Self-serve
August 31, 2007 on 2:08 am |Categories: copyright, law
Sometimes, the corporate interests of tech companies and those of copyfighters intersect. For some, it’s a relatively transparent case of self-interest: Google and Microsoft are sued continually - and harangued by Old Content industries - for their various activities which rely on Section 107 or 108 of the U.S. Copyright Act. Others have a foot in both camps. Apple pays lip-service (in public, at least) to sympathy for the content industries’ perceived ‘piracy’ crises.
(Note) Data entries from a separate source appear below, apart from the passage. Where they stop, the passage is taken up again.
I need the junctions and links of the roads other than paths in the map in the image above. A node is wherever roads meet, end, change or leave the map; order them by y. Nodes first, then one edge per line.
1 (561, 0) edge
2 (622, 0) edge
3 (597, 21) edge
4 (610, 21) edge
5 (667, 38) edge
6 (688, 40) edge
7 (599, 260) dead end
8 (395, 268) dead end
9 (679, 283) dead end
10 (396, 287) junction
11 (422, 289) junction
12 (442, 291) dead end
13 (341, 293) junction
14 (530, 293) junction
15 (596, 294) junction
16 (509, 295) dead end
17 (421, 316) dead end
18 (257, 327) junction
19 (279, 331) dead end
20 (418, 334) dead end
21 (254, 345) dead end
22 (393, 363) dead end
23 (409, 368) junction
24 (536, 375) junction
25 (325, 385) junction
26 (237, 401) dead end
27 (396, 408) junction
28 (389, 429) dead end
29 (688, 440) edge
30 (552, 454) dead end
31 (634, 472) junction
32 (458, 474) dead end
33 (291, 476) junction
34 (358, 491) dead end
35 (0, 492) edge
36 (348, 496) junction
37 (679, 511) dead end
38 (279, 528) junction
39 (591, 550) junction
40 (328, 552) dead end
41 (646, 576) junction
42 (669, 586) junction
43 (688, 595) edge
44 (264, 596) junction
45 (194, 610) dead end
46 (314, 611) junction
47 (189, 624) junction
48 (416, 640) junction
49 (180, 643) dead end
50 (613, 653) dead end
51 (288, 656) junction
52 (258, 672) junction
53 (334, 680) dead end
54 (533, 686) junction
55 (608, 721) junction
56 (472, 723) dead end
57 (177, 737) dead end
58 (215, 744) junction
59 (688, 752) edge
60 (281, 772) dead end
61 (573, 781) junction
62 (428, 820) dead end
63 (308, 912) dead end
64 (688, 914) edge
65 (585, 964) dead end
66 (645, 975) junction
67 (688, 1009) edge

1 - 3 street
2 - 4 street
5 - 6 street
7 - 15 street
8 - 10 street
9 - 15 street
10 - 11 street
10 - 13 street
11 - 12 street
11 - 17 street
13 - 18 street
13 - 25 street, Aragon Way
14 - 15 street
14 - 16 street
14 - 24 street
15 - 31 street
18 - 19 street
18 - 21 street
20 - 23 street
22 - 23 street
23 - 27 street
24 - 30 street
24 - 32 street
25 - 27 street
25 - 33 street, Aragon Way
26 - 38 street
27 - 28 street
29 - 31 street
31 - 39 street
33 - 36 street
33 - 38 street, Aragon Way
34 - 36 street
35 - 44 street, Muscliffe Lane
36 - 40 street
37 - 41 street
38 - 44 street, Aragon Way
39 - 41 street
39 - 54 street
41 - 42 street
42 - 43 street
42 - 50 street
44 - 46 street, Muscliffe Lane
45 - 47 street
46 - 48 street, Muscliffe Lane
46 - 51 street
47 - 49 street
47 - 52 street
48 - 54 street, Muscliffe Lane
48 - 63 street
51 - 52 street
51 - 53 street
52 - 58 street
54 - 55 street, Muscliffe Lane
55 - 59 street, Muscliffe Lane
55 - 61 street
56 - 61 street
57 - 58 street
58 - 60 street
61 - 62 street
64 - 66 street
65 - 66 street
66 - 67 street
All of which makes the composition of companies involved in the Computer & Communications Industry Association’s “Defend Fair Use” campaign especially telling.
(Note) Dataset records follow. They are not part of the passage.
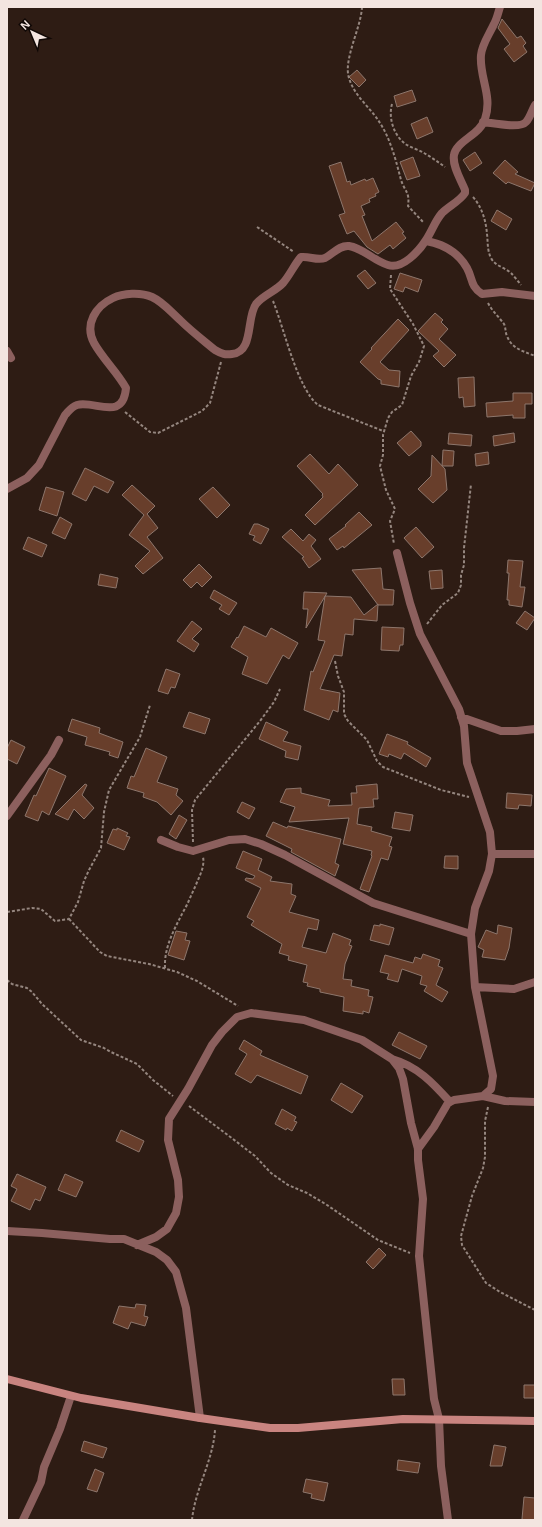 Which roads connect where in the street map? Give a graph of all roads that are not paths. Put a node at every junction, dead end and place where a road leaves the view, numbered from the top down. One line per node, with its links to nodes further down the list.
1 (500, 7): 3 (street)
2 (535, 105): 3 (street)
3 (483, 122): 4 (street)
4 (426, 241): 5 (street); 6 (street)
5 (532, 296)
6 (7, 489)
7 (396, 553): 8 (street)
8 (461, 717): 9 (street); 13 (street)
9 (535, 729)
10 (59, 740): 11 (street)
11 (7, 816)
12 (162, 840): 15 (street)
13 (492, 854): 14 (street); 15 (street)
14 (535, 854)
15 (470, 934): 17 (street)
16 (535, 982): 17 (street)
17 (475, 987): 19 (street)
18 (392, 1059): 20 (street); 22 (street); 24 (street)
19 (486, 1097): 20 (street); 21 (street)
20 (450, 1102): 22 (street)
21 (535, 1102)
22 (418, 1149): 28 (street)
23 (7, 1231): 24 (street)
24 (137, 1245): 27 (street)
25 (7, 1380): 26 (street)
26 (71, 1396): 27 (street); 31 (street)
27 (200, 1418): 28 (street)
28 (439, 1419): 29 (street); 30 (street)
29 (535, 1420)
30 (448, 1518)
31 (23, 1520)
Co-plaintiffs Yahoo!, Microsoft and Google in particular rely on the fair use rationale in their activities in indexing the contents of the Web. One particularly contentious area is in news, where Google’s News product is regular lawsuit fodder for many a news organisation relying on front-page or syndication advertising for revenue.
The CCIA’s new complaint to the FTC (PDF link, 1.5MB) particularly targets copyright statements and disclaimers which misrepresent U.S. copyright statues, citing several examples from television, sport, movies and literature. The examples from Major League Baseball and the NFL match broadcasts are particularly brazen:
“This copyrighted telecast is presented by authority of the Office of the Commissioner of Baseball. It may not be reproduced or retransmitted in any form, and the accounts and descriptions of this game may not be disseminated, without express written consent.”
“This telecast is copyrighted by the NFL for the private use of our audience. Any other use of this telecast or any pictures, descriptions, or accounts of the game without the NFL’s consent is prohibited.”
So that puts paid to blogging your team’s victory then.
It remains to be seen how long the proponents of campaigns such as the CCIA’s will stick with the cause. The effect of mergers, acquisitions and new business sectors will be particularly brutal in re-aligning the companies’ interests, as has happened with Apple in the case of the iTunes Music Store.
Tech companies are also mindful of the MGM vs. Grokster ruling, realising that giving users the technical capability to infringe copyright without other measures to ‘prevent’ or dissuade it may expose them to partial liability if infringement occurs, DMCA safe-harbour provisions notwithstanding. The intersection of user-generated content and video sharing are naturally dangerous territory in this regard.